Com braços tatuados e óculos de armação grossa, este cozinheiro espalha o pó da folha que é a matéria-prima da cocaína, droga que alimenta o conflito armado e da qual a Colômbia é o principal fornecedor mundial.

A folha, ancestral para as comunidades indígenas, carrega o "estigma" do narcotráfico. Mas assim como o chef de 34 anos, vários dos cozinheiros mais renomados da Colômbia têm usado a planta perseguida pela lei como ingrediente inovador.

Pazos serve o biscoito banhado em farinha de coca com um tartar de atum e pipián (um cozido típico), cinza de alecrim e arroz de titoté (coco).

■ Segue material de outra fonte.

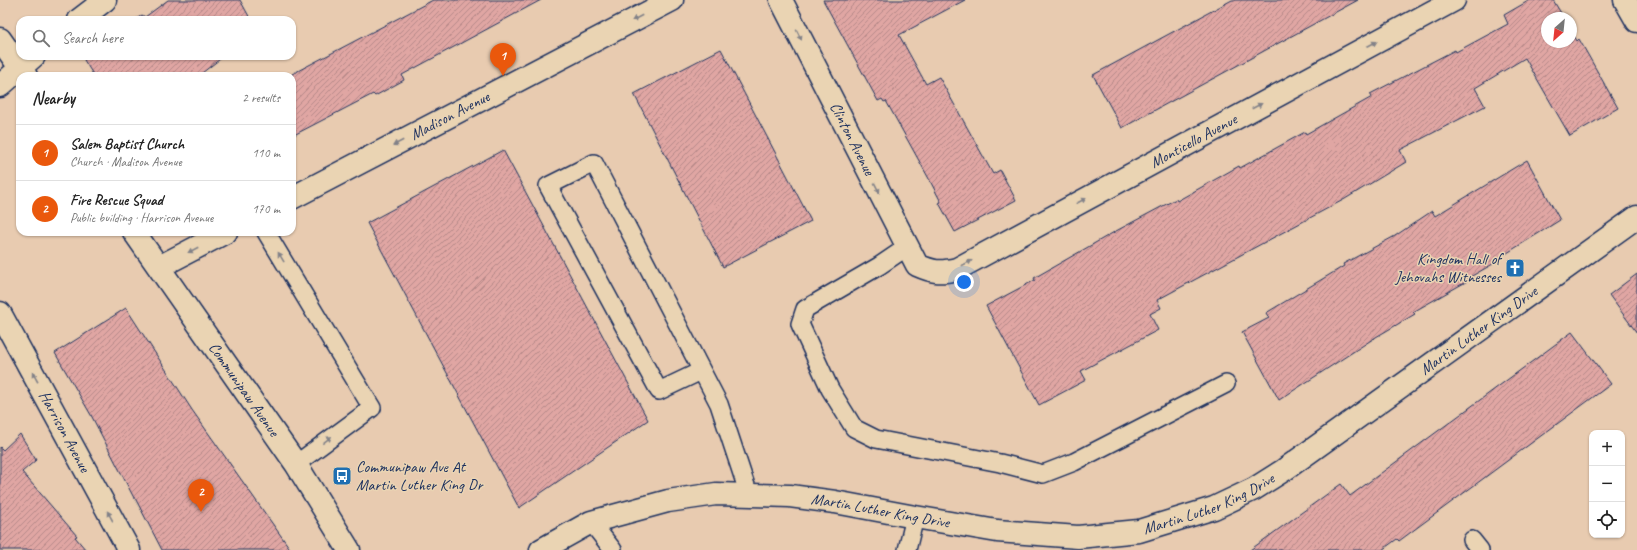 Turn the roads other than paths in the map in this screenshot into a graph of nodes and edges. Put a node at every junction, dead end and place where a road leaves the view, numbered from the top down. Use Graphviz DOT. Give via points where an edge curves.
graph roads {
  1 [pos="105,0"];
  2 [pos="672,0"];
  3 [pos="781,0"];
  4 [pos="1454,0"];
  5 [pos="84,16"];
  6 [pos="0,39"];
  7 [pos="16,56"];
  8 [pos="16,74"];
  9 [pos="0,86"];
  10 [pos="296,196"];
  11 [pos="1637,216"];
  12 [pos="137,236"];
  13 [pos="218,236"];
  14 [pos="268,236"];
  15 [pos="907,247"];
  16 [pos="159,267"];
  17 [pos="930,271"];
  18 [pos="0,313"];
  19 [pos="701,371"];
  20 [pos="1226,384"];
  21 [pos="296,464"];
  22 [pos="749,495"];
  23 [pos="914,517"];
  24 [pos="591,522"];
  25 [pos="129,550"];
  26 [pos="349,550"];
  27 [pos="541,550"];
  28 [pos="612,550"];
  29 [pos="906,550"];
  1 -- 5 [label="street"];
  2 -- 10 [label="street, Madison Avenue, one-way"];
  3 -- 15 [label="street, Clinton Avenue, one-way"];
  17 -- 4 [label="street, Monticello Avenue, one-way" via="942,273 956,268"];
  6 -- 7 [label="street"];
  8 -- 9 [label="street"];
  11 -- 23 [label="street, Martin Luther King Drive" via="1284,470 1254,489 1214,508 1139,531 1078,538 997,531"];
  12 -- 16 [label="street, Communipaw Avenue"];
  13 -- 16 [label="street, one-way"];
  21 -- 14 [label="lane, one-way" via="372,408"];
  15 -- 17 [label="street, Clinton Avenue" via="917,265"];
  15 -- 20 [label="lane" via="805,309 800,324 830,390 854,428 876,439 1043,474 1074,462"];
  16 -- 21 [label="street, Communipaw Avenue"];
  25 -- 18 [label="street, Harrison Avenue, one-way"];
  19 -- 19 [label="lane" via="594,163 548,186 659,392"];
  19 -- 22 [label="lane" via="719,404"];
  21 -- 26 [label="street, Communipaw Avenue"];
  22 -- 23 [label="street, Martin Luther King Drive" via="790,496 836,502"];
  22 -- 24 [label="street, Martin Luther King Drive" via="716,494 668,501"];
  23 -- 29 [label="lane"];
  24 -- 27 [label="street, Martin Luther King Drive"];
  24 -- 28 [label="lane"];
}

"É desafiador como cozinheiro primeiro, bem, incluí-la nos menus" e "segundo, que tenha uma aceitação do público", acrescenta o chef, que vende o prato a 7,7 dólares.

Gosto estranho

Várias sessões de "tentativa e erro" levaram Pazos a deparar-se com a receita que combina os sabores do Pacífico e do Caribe à folha cultivada em 24 dos 34 departamentos (estados) da Colômbia.

Pazos tentou "assá-la", "diluí-la" e misturá-la com ovo antes de que o paladar o aconselhasse a deixá-la pura.

As receitas, compiladas no site retococa.org, são a exceção de um problema que a Colômbia enfrenta pela explosão dos narcocultivos. Segundo a última contagem da ONU, o país tem 142.000 hectares plantados com coca.

O próprio Pazos nasceu em Popayán, cidade próxima a Lerma. Na adolescência, enquanto viajava com a sua família, viu veículos incendiados pela extinta guerrilha das Farc, que extorquia civis nas estradas.

Folha de coca em pó ganha força nas receitas de restaurantes da Colômbia
Folha de coca em pó ganha força nas receitas de restaurantes da Colômbia créditos: Juan Pablo Pino / AFP

Levar a coca para o forno e o fogão, diz o chef, aponta para os cultivadores um caminho longe da ilegalidade. É dizer: "pronto, cultivem a coca, mas porque vários cozinheiros em diferentes cidades estão a trabalhar com ela e inserindo-a nos seus cardápios".

A farinha de coca, rica em ferro, fósforo e cálcio, também é vendida em mercados de Bogotá e na internet por cerca de 9 euros o pacote de 250 gramas.

"Tabu"

Num restaurante sofisticado de Bogotá, Jeferson García introduz um doce cremoso à base de coca em pó num saco para confeitar. Em seguida, cobre um biscoito de coco ralado, misturado com uma semente amazónica e rapadura.

Com receitas como esta, pretende "tirar esse tabu" da coca. "Todos sabemos que a Colômbia é denominado o país que mais exporta" cocaína, mas a folha "é uma planta (...) que os nossos ancestrais utilizavam", diz.

Junto dele, Yulián Téllez remexe numa panela colágenio bovino com rapadura até produzir a gelatina de pata, um doce típico dos Llanos Orientales (Planícies Orientais), onde cresceu a ver de perto o conflito entre guerrilhas e paramilitares, com a população civil no meio.

O homem adiciona coca à mistura pegajosa e cobre com toucinho, enquanto lembra as noites na sua terra natal, Guamal. Tinha que "dormir debaixo de uma sala de jantar com colchões" porque a sua família morava "perto da esquadra da polícia", que os guerrilheiros atacavam com granadas.

Hoje, alguns perguntam "como lhe passa pela cabeça" vender pratos com coca. Faz ouvidos moucos e promete continuar a usá-la no seu restaurante.